The problem - Will you write out the data exactly, excluding every picture?

-=-=-

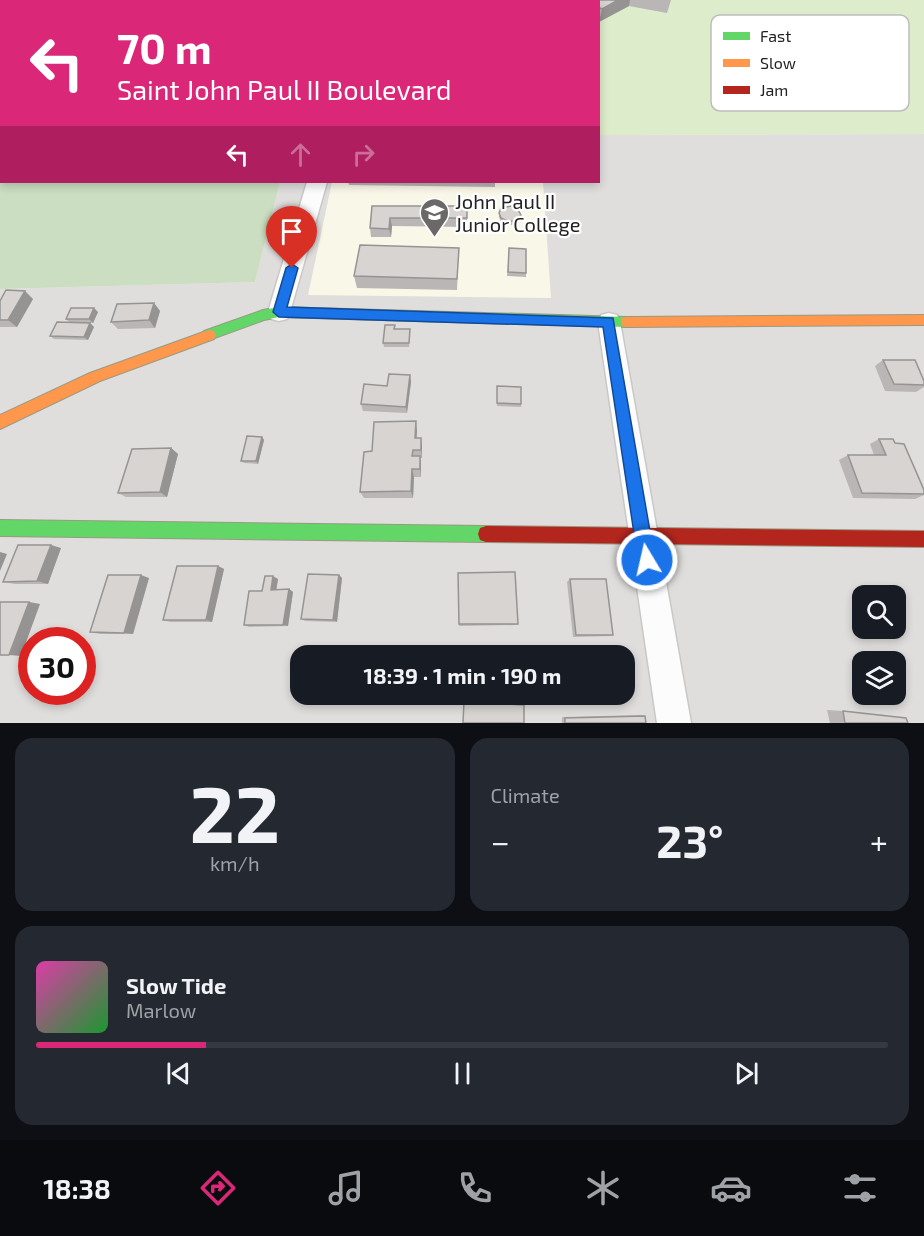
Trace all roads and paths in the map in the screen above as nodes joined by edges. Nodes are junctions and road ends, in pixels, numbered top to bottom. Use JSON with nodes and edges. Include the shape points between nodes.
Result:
{"nodes":[{"id":1,"x":317,"y":183,"type":"edge"},
{"id":2,"x":279,"y":312,"type":"junction"},
{"id":3,"x":924,"y":320,"type":"edge"},
{"id":4,"x":609,"y":322,"type":"junction"},
{"id":5,"x":0,"y":422,"type":"edge"},
{"id":6,"x":0,"y":528,"type":"edge"},
{"id":7,"x":643,"y":537,"type":"junction"},
{"id":8,"x":924,"y":539,"type":"edge"},
{"id":9,"x":674,"y":723,"type":"edge"}],
"edges":[{"from":1,"to":2,"type":"street"},
{"from":2,"to":4,"type":"street"},
{"from":2,"to":5,"type":"street","via":[[95,377]]},
{"from":3,"to":4,"type":"street"},
{"from":4,"to":7,"type":"street"},
{"from":6,"to":7,"type":"street"},
{"from":7,"to":8,"type":"street"},
{"from":7,"to":9,"type":"street"}]}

-=-=-

Problem solution -
Trace all roads and paths in the map in the screen above as nodes joined by edges. Nodes are junctions and road ends, in pixels, numbered top to bottom. Use JSON with nodes and edges. Include the shape points between nodes.
Result:
{"nodes":[{"id":1,"x":317,"y":183,"type":"edge"},
{"id":2,"x":279,"y":312,"type":"junction"},
{"id":3,"x":924,"y":320,"type":"edge"},
{"id":4,"x":609,"y":322,"type":"junction"},
{"id":5,"x":0,"y":422,"type":"edge"},
{"id":6,"x":0,"y":528,"type":"edge"},
{"id":7,"x":643,"y":537,"type":"junction"},
{"id":8,"x":924,"y":539,"type":"edge"},
{"id":9,"x":674,"y":723,"type":"edge"}],
"edges":[{"from":1,"to":2,"type":"street"},
{"from":2,"to":4,"type":"street"},
{"from":2,"to":5,"type":"street","via":[[95,377]]},
{"from":3,"to":4,"type":"street"},
{"from":4,"to":7,"type":"street"},
{"from":6,"to":7,"type":"street"},
{"from":7,"to":8,"type":"street"},
{"from":7,"to":9,"type":"street"}]}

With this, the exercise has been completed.